Não
faz muito tempo, uma editora me incumbiu de escrever a introdução
para a reimpressão de um romance de Leonard Merrick. Essa editora,
ao que parece, vai relançar uma série de romances menores e até
certo ponto esquecidos do século xx. Trata-se de um serviço valioso
nestes tempos carentes de livros, e invejo muito a pessoa cujo
trabalho será vasculhar as caixas de livros, baratos, à caça de
seus exemplares preferidos da meninice.
Um
tipo de livro que dificilmente produzimos nos dias de hoje, mas que
floresceu com enorme riqueza no fim do século XIX e início do
século XX, é o que Chesterton chamou de “bom livro ruim”: ou
seja, o tipo de livro sem pretensões literárias, mas que continua
legível depois de obras mais sérias terem perecido.
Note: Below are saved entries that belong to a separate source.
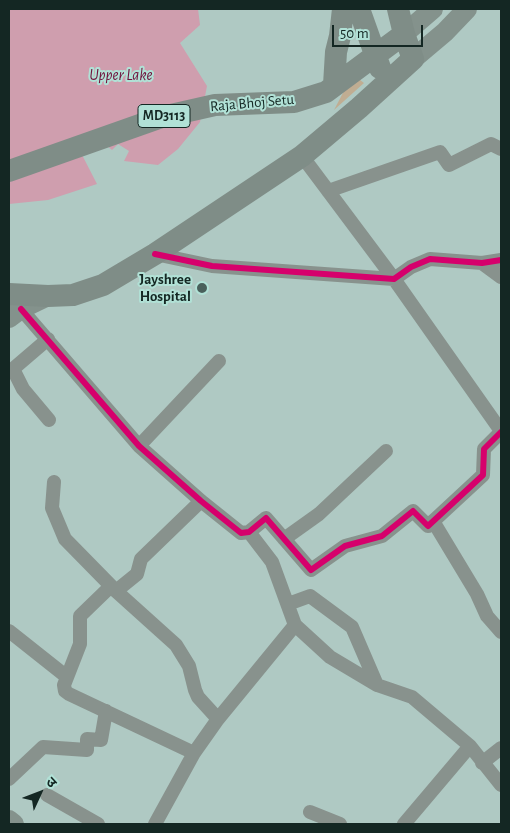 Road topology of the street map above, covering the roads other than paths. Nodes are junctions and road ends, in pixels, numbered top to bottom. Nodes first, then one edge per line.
1 (343, 9) edge
2 (359, 9) edge
3 (398, 9) edge
4 (433, 9) edge
5 (467, 9) edge
6 (404, 34) junction
7 (375, 55) junction
8 (413, 59) junction
9 (386, 83) junction
10 (330, 89) junction
11 (501, 149) edge
12 (302, 156) junction
13 (9, 171) edge
14 (328, 191) junction
15 (155, 254) junction
16 (501, 260) edge
17 (482, 263) junction
18 (501, 277) edge
19 (394, 279) junction
20 (13, 307) edge
21 (48, 339) junction
22 (219, 361) dead end
23 (50, 420) dead end
24 (501, 432) edge
25 (139, 446) junction
26 (386, 451) dead end
27 (54, 482) dead end
28 (202, 501) junction
29 (433, 521) junction
30 (248, 532) junction
31 (284, 539) junction
32 (113, 588) junction
33 (288, 604) junction
34 (295, 625) junction
35 (9, 631) edge
36 (501, 632) edge
37 (67, 677) junction
38 (377, 685) junction
39 (106, 711) junction
40 (218, 719) junction
41 (470, 746) junction
42 (501, 748) edge
43 (194, 753) junction
44 (482, 763) junction
45 (9, 779) edge
46 (501, 785) edge
47 (47, 795) dead end
48 (310, 812) dead end
49 (9, 820) edge
50 (14, 824) edge
51 (98, 824) edge
52 (154, 824) edge
53 (340, 824) edge
54 (404, 824) edge

1 - 10 main road
2 - 7 main road
3 - 6 main road
4 - 6 main road
5 - 8 main road
6 - 7 main road, Raja Bhoj Setu
6 - 8 main road
7 - 9 main road
7 - 10 main road, Raja Bhoj Setu
8 - 9 main road
9 - 12 main road
10 - 13 main road, Raja Bhoj Setu / MD3113
11 - 14 street
12 - 14 street
12 - 15 main road
14 - 19 street
15 - 19 street
15 - 20 main road
16 - 17 street
17 - 18 street
17 - 19 street
19 - 24 street
20 - 21 street
21 - 23 street
21 - 25 street
22 - 25 street
24 - 29 street
25 - 28 street
26 - 31 street
27 - 32 street
28 - 30 street
28 - 32 street
29 - 31 street
29 - 36 street
30 - 31 street
30 - 33 street
32 - 37 street
32 - 40 street
33 - 34 street
33 - 38 street
34 - 38 street
34 - 40 street
35 - 37 street
37 - 39 street
38 - 41 street
39 - 43 street
39 - 45 street
40 - 43 street
41 - 44 street
41 - 54 street
42 - 44 street
43 - 52 street
44 - 46 street
47 - 51 street
48 - 53 street
49 - 50 main road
Com certeza,
livros notáveis nessa linha são Raffles [nome do ladrão
“cavalheiro”, personagem de uma série de romances de Ernest
William Hornung] e as histórias de Sherlock Holmes, cujos lugares
foram preservados, enquanto inúmeros “romances desajustados”,
“documentos humanos” e “denúncias terríveis” disso e
daquilo caíram no merecido esquecimento. (Quem envelheceu melhor:
Conan Doyle ou George Meredith?) Quase na mesma classificação
coloco os primeiros contos de Richard Austin Freeman — “The
singing bone” [O osso canoro] e “The eye of Osiris” [O olho de
Osíris], entre outros —, Max Carrados, de Ernest Bramah, e,
baixando um pouco o nível, o thriller tibetano de Guy
Boothby, Dr. Nikola, uma espécie de versão escolar de
Travels in Tartary [Viagens na Tartária], de
Evariste-Regis Huc, que provavelmente faria de uma visita real à
Ásia Central um anticlímax desolador.
Mas,
afora thrillers, havia os escritores bem-humorados menores do
período. Por exemplo, Pett Ridge — embora eu reconheça que seus
livros já não pareçam de todo legíveis —, Edith Nesbit (The
treasure seekers [Os caçadores de tesouro]), George
Birmingham, que foi bom enquanto permaneceu longe da política, o
pornográfico Arthur Binstead (o “Pitcher” de Pink ’Un and
the pelican [O rosado e o pelicano]) e, se livros
americanos podem ser incluídos, as histórias do menino Penrod, de
Newton Booth Tarkington. Superior a esses era Barry Pain. Creio que
ainda se encontram alguns dos escritos bem-humorados de Pain, mas,
para quem topar com ele, recomendo um livro que hoje deve ser
raríssimo: The octave of Claudius [A oitava de Cláudio],
um brilhante exercício do macabro. De uma época um pouco posterior,
houve Peter Blundell, que escreveu na veia de William Wymark Jacobs
sobre cidades portuárias do Extremo Oriente e que de forma
inexplicável parece bastante esquecido, apesar de ter recebido um
elogio de H. G. Wells em texto publicado.
No
entanto, todos os livros a que me referi são abertamente literatura
de “escapismo”. Constituem agradáveis refúgios em nossa
memória, cantos sossegados por onde a mente pode vagar curiosa de
vez em quando, mas que quase não pretendem ter algo a ver com a vida
real. Existe outro tipo de bom livro ruim com intenções mais sérias
que acho que nos fala alguma coisa sobre a natureza do romance e os
motivos de sua decadência atual. Durante os últimos cinquenta anos,
houve uma série de escritores — alguns deles continuam a escrever
— que é totalmente impossível chamar de “bons” de acordo com
qualquer padrão literário, mas que são romancistas genuínos e
parecem alcançar sinceridade em parte por não se deixarem inibir
pelo bom gosto. Nessa categoria coloco o próprio Leonard Merrick, W.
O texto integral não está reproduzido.